Unlike my parents, I was born in the United States, and I grew up here. Like them, however, I was raised in a rich and vibrant Persian community.

Yes, right in the middle of the American heartland, my parents raised my sister and me among dozens of other Iranian families. We formed a diaspora born from the ashes of the so-called Islamic Revolution, the Iran-Iraq War — and the American imperialism that helped incite both.

Like my parents, many of my adoptive Iranian-American aunties and uncles in Dayton were physicians, products of the brain drain that swept Iran after the revolution and the war.

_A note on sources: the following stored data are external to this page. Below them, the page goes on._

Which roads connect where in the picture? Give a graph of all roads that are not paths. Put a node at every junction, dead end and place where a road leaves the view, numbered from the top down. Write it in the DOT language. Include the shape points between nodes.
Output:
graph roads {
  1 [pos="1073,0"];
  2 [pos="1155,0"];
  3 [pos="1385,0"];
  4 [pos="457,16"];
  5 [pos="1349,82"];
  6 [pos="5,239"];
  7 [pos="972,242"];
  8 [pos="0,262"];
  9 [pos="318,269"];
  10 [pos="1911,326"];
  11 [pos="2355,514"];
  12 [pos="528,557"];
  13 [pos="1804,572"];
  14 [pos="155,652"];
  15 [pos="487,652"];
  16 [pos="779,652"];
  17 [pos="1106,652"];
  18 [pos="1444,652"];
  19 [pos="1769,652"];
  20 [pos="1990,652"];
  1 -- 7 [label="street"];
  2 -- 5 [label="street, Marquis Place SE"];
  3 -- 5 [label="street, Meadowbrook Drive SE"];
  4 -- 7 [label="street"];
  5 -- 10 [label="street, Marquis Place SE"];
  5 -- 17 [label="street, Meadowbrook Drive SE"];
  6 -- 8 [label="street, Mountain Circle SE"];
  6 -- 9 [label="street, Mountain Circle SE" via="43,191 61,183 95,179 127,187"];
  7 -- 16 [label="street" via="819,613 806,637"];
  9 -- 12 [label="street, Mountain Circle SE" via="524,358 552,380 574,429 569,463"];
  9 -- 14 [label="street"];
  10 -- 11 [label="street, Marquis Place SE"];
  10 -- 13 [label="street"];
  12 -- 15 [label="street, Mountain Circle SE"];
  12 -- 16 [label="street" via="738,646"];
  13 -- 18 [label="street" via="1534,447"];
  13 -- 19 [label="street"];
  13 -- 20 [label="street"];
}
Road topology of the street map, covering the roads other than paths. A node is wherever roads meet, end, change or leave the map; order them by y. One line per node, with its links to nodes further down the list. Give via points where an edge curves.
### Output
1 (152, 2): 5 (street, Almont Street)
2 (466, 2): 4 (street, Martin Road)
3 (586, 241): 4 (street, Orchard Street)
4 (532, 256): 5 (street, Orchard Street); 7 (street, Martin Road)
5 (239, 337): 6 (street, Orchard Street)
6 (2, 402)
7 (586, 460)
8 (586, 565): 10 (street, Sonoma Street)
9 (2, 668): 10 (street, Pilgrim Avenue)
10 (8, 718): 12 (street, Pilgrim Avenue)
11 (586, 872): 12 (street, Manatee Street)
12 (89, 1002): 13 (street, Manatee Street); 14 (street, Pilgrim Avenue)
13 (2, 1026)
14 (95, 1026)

They spent decades living and working in Ohio, where America benefited from the top-notch medical care they provided, and where, in turn, they benefited from the freedoms and opportunities that America provided.

Growing up, I remember gleefully heading toward Wright-Patterson Air Force Base on the Fourth of July, where my Uncle Abdi worked as a rocket scientist for the Department of Defense and served as a major in the U.S. Air Force Reserve. As a kid, I loved watching those fireworks, and as adults, so did my parents. After all, this wasn’t an entirely new tradition for them.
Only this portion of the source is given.